Hamisen: Bir mektupta, buradaki hissiyatıma hissedar olmak arzusunu yazmıştın. İşte binden birini işit.
Bir gece, yüz tabakalık irtifada, bir katran ağacının başındaki yuvada, semânın yıldızlarla yaldızlanmış güzel yüzüne baktım; Kur'ân-ı Hakîmin فَلاَ اُقْسِمُ بِالْخُنَّسِ * اَلْجَوَارِ الْكُنَّسِ 3 kaseminde ulvî bir nur-u i'câz ve parlak bir sırr-ı belâğat gördüm.
Evet, seyyar yıldızlara ve istitar ve intişarlarına işaret eden şu âyet, gayet âli bir nakş-ı san'at ve âli bir levha-i ibret, nazar-ı temâşâya gösteriyor.
Evet, şu seyyareler, kumandanları olan güneşin dairesinden çıkıyorlar, sabit yıldızlar dairesine girerek semâda yeni yeni nakışları ve san'atları gösteriyorlar. Bazan kendileri gibi parlak bir yıldıza omuz omuza verir, güzel bir vaziyet gösteriyorlar. Bazan küçük yıldızlar içine girip bir kumandan suretini gösteriyorlar.

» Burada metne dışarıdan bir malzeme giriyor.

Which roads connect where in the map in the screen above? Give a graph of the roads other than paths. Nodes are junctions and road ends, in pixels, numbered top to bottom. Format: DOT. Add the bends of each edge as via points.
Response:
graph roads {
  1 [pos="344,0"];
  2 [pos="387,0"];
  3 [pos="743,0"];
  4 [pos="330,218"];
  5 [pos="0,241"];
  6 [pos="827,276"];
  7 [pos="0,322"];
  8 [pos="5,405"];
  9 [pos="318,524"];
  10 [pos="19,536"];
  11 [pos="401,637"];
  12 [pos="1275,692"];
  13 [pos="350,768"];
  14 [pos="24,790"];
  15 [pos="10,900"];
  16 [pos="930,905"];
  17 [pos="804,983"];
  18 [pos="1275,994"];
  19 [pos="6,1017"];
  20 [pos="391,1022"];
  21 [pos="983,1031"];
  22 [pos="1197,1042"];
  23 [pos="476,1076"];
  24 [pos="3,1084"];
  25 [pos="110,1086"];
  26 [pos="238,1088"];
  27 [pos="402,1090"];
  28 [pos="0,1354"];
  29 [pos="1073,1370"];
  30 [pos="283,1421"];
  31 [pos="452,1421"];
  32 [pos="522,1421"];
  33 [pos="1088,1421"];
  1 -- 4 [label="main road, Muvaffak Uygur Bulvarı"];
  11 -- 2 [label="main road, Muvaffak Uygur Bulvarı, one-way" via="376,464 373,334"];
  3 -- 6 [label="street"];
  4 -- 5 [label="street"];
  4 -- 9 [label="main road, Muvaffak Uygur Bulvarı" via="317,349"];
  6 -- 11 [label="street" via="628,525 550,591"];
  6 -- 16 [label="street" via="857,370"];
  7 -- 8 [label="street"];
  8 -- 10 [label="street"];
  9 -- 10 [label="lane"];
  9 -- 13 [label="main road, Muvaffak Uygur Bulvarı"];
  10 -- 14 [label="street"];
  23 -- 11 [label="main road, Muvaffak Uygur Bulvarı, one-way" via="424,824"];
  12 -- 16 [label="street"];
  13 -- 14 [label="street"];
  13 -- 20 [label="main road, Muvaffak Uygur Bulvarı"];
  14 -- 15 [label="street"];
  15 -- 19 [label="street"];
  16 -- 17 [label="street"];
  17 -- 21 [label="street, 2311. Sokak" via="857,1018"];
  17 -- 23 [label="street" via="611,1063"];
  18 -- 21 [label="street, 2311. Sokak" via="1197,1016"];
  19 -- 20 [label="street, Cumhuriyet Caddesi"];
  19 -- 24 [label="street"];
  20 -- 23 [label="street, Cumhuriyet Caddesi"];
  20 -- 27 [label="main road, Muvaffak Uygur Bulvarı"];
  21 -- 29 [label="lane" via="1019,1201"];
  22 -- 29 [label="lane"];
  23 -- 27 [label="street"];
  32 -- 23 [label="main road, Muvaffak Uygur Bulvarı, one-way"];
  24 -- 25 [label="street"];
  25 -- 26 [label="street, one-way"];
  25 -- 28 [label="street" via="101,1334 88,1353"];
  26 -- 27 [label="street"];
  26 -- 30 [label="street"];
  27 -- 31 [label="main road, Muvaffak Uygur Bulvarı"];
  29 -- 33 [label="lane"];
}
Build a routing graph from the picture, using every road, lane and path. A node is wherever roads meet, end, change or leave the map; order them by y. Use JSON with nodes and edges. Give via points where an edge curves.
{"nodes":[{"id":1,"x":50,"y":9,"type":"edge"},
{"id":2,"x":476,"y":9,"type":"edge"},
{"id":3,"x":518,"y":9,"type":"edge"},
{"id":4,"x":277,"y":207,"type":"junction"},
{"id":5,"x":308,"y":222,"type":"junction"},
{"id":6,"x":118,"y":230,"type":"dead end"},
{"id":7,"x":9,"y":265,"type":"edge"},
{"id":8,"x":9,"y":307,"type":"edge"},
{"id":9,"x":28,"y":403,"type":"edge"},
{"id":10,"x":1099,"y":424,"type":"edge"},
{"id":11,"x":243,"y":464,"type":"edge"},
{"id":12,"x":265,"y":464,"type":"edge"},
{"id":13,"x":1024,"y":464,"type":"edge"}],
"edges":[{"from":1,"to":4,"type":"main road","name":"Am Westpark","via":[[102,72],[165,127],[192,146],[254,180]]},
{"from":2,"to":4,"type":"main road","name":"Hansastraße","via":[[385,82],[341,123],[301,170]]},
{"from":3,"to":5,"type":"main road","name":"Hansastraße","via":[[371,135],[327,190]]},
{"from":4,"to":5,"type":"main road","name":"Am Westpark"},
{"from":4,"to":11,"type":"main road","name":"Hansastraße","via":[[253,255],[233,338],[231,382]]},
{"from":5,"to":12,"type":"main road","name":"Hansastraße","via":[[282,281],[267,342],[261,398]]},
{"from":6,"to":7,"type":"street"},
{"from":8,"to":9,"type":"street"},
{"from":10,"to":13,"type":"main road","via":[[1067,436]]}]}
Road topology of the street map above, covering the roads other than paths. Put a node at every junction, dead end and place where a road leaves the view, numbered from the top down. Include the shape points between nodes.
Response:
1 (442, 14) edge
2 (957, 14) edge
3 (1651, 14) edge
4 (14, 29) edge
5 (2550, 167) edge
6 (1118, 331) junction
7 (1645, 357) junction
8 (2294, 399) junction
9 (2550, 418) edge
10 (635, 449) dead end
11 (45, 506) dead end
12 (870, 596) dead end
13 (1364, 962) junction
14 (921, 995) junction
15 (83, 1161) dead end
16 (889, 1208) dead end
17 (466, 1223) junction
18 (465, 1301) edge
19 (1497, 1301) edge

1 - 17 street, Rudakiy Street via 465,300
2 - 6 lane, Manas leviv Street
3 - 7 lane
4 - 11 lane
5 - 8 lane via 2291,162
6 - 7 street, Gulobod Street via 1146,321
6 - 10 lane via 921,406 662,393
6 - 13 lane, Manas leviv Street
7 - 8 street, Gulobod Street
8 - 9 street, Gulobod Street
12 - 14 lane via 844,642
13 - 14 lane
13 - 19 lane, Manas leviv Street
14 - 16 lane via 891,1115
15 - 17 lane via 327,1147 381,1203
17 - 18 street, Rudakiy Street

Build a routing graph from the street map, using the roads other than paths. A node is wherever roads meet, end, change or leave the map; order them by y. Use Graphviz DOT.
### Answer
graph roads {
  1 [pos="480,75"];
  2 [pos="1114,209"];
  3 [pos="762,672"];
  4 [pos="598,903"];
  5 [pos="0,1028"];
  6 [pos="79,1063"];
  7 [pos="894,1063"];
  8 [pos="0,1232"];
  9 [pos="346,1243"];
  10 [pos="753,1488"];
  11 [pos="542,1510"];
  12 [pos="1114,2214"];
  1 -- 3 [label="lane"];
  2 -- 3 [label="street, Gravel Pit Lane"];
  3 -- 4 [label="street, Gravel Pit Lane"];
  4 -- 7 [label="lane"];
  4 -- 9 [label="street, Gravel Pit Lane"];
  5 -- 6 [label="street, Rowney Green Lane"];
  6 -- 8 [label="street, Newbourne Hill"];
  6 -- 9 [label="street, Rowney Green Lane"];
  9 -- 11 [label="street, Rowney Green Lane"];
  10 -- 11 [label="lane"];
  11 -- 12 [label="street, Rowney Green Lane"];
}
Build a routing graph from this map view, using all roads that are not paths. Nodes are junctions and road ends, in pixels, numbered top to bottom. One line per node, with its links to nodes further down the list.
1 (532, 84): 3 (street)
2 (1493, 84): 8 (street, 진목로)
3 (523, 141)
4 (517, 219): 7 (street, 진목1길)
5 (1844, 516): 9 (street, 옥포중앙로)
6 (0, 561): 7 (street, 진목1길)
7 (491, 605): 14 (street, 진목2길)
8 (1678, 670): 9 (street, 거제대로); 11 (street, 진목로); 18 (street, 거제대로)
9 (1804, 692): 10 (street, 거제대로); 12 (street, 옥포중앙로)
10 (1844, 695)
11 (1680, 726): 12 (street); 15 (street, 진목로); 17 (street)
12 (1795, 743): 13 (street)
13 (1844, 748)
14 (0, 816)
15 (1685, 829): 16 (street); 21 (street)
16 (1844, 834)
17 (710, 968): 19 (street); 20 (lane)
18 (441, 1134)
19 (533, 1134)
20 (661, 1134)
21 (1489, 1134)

Hususuyla bu mevsimde, akşamdan sonra, ufukta Zühre yıldızı ve fecirden evvel diğer parlak bir arkadaşı, gayet şirin ve güzel bir vaziyet gösteriyorlar.
Sonra, vazife-i teftişiyelerini ve nakş-ı san'atta mekiklik hizmetini ifadan sonra yine dönüp, sultanları olan güneşin şâşaalı dairesine girip gizleniyorlar.
Şimdi, şu hunnes, künnes tabir edilen seyyarelerle şu zeminimizi kâinat fezasında birer gemi, birer tayyare suretinde kemâl-i intizamla döndüren ve seyr ü seyahat ettiren Zâtın haşmet-i rububiyetini ve şâşaa-i saltanat-ı ulûhiyetini güneş gibi parlaklığıyla gösteriyorlar.
Bak bir saltanatın haşmetine ki, gemileri ve tayyareleri içinde öyleleri var ki, bin defa küre-i arz kadar bir cesamette ve bir saniyede sekiz saat mesafeyi kat' eden sür'attedir.
İşte, böyle bir Sultana ubûdiyet ve imanla intisap etmek ve şu dünyada ona misafir olmak ne kadar âli bir saadet, ne derece büyük bir şeref olduğunu kıyas et.
Dipnot-1: Her türlü noksan sıfatlardan yüce olan Allah'ın adıyla.
Dipnot-2: "Hiçbir şey yoktur ki Allah'ı hamd ile tesbih etmesin." İsrâ Sûresi, 17:44.
Dipnot-3: "Yemin olsun gizlenen ve açığa çıkan yıldızlara." Tekvir Sûresi, 81:15-16.